Your answer should be the full listing, copied word for word.

*DATA TO PROCESS*:
================================

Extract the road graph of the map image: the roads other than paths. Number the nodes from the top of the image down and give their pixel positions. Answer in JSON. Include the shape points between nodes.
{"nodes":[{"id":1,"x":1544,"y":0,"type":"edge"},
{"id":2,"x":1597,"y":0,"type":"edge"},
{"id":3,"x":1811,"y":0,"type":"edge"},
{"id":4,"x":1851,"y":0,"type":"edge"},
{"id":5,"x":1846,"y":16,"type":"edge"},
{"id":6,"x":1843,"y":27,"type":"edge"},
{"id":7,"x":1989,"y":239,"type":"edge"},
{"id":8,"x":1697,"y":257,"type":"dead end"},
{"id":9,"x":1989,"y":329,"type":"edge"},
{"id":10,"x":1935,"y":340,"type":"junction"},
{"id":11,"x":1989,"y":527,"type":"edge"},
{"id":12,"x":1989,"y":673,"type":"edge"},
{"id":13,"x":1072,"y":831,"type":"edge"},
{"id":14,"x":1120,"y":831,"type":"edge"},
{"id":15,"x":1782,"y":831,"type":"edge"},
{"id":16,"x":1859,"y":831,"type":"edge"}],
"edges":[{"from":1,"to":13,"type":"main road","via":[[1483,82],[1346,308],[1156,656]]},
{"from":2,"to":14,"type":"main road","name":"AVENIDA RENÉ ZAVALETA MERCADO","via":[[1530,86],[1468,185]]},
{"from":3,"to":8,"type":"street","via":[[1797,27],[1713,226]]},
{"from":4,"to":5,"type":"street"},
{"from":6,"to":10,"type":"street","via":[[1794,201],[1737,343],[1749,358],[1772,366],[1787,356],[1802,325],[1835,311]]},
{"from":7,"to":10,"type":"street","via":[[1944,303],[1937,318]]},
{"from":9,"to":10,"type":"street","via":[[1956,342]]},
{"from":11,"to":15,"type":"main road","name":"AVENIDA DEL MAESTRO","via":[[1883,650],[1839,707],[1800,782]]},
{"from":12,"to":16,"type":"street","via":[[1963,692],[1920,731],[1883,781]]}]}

================================

*SOLUTION FOR THIS PROBLEM*:
Extract the road graph of the map image: the roads other than paths. Number the nodes from the top of the image down and give their pixel positions. Answer in JSON. Include the shape points between nodes.
{"nodes":[{"id":1,"x":1544,"y":0,"type":"edge"},
{"id":2,"x":1597,"y":0,"type":"edge"},
{"id":3,"x":1811,"y":0,"type":"edge"},
{"id":4,"x":1851,"y":0,"type":"edge"},
{"id":5,"x":1846,"y":16,"type":"edge"},
{"id":6,"x":1843,"y":27,"type":"edge"},
{"id":7,"x":1989,"y":239,"type":"edge"},
{"id":8,"x":1697,"y":257,"type":"dead end"},
{"id":9,"x":1989,"y":329,"type":"edge"},
{"id":10,"x":1935,"y":340,"type":"junction"},
{"id":11,"x":1989,"y":527,"type":"edge"},
{"id":12,"x":1989,"y":673,"type":"edge"},
{"id":13,"x":1072,"y":831,"type":"edge"},
{"id":14,"x":1120,"y":831,"type":"edge"},
{"id":15,"x":1782,"y":831,"type":"edge"},
{"id":16,"x":1859,"y":831,"type":"edge"}],
"edges":[{"from":1,"to":13,"type":"main road","via":[[1483,82],[1346,308],[1156,656]]},
{"from":2,"to":14,"type":"main road","name":"AVENIDA RENÉ ZAVALETA MERCADO","via":[[1530,86],[1468,185]]},
{"from":3,"to":8,"type":"street","via":[[1797,27],[1713,226]]},
{"from":4,"to":5,"type":"street"},
{"from":6,"to":10,"type":"street","via":[[1794,201],[1737,343],[1749,358],[1772,366],[1787,356],[1802,325],[1835,311]]},
{"from":7,"to":10,"type":"street","via":[[1944,303],[1937,318]]},
{"from":9,"to":10,"type":"street","via":[[1956,342]]},
{"from":11,"to":15,"type":"main road","name":"AVENIDA DEL MAESTRO","via":[[1883,650],[1839,707],[1800,782]]},
{"from":12,"to":16,"type":"street","via":[[1963,692],[1920,731],[1883,781]]}]}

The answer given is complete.